___ DATA FOR REVIEW ___

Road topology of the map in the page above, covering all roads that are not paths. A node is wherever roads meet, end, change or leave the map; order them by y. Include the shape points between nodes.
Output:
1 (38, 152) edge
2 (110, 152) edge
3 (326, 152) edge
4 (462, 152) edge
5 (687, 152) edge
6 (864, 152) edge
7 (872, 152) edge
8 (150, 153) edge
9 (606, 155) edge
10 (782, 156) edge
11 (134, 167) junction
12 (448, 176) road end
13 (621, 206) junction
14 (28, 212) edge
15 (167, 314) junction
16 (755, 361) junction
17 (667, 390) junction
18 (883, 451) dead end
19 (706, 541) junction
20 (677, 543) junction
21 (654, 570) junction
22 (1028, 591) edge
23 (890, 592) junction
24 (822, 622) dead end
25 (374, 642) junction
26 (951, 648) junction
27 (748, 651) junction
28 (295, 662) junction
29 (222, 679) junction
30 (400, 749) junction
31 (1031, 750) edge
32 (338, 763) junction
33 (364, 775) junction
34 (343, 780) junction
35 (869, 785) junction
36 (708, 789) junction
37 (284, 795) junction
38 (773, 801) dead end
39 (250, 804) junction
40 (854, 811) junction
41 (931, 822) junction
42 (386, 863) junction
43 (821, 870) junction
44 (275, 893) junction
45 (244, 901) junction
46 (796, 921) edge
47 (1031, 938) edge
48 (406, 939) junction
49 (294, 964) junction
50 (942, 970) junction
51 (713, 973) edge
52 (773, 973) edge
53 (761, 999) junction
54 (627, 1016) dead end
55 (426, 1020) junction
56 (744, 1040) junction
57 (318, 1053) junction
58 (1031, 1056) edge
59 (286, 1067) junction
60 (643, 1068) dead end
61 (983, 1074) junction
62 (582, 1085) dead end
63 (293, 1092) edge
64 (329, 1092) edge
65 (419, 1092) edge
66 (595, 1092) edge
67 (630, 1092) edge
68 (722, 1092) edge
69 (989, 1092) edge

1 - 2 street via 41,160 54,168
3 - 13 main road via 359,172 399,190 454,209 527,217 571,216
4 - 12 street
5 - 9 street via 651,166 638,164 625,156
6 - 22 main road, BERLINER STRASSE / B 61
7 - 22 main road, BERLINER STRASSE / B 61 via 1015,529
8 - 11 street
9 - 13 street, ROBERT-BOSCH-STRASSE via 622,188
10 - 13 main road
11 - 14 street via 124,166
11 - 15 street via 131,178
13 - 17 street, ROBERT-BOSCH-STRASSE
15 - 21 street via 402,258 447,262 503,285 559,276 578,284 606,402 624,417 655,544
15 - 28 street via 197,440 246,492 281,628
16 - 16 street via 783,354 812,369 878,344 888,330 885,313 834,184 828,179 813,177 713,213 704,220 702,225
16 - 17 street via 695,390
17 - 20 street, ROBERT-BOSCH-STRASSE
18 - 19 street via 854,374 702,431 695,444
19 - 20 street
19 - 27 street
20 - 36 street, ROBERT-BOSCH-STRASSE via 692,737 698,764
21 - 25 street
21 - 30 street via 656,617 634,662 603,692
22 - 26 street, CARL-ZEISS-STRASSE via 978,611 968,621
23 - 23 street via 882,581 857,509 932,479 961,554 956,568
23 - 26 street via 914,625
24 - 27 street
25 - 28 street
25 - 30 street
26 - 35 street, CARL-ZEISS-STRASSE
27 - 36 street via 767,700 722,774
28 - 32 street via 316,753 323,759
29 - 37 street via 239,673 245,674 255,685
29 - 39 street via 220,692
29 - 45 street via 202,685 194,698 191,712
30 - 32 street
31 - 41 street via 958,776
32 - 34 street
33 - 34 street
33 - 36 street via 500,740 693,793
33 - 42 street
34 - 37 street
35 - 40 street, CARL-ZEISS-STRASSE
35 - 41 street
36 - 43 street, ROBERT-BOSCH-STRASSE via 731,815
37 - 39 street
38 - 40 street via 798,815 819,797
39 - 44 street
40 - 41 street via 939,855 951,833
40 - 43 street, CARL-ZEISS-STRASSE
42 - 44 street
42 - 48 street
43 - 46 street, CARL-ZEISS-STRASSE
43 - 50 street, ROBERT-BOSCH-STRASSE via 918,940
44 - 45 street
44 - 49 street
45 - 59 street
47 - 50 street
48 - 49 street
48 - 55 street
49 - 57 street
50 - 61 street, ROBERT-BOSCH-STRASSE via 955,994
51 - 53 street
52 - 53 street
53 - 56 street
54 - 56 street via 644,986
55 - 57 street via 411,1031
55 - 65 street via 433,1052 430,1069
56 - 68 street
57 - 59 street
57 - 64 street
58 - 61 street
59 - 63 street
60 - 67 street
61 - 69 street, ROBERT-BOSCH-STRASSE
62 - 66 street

___

◆ TASK DESCRIPTION ◆
Whenever the string "dead" turns up in a line of the data, copy that line.

◆ WRITTEN SOLUTION ◆
18 (883, 451) dead end
24 (822, 622) dead end
38 (773, 801) dead end
54 (627, 1016) dead end
60 (643, 1068) dead end
62 (582, 1085) dead end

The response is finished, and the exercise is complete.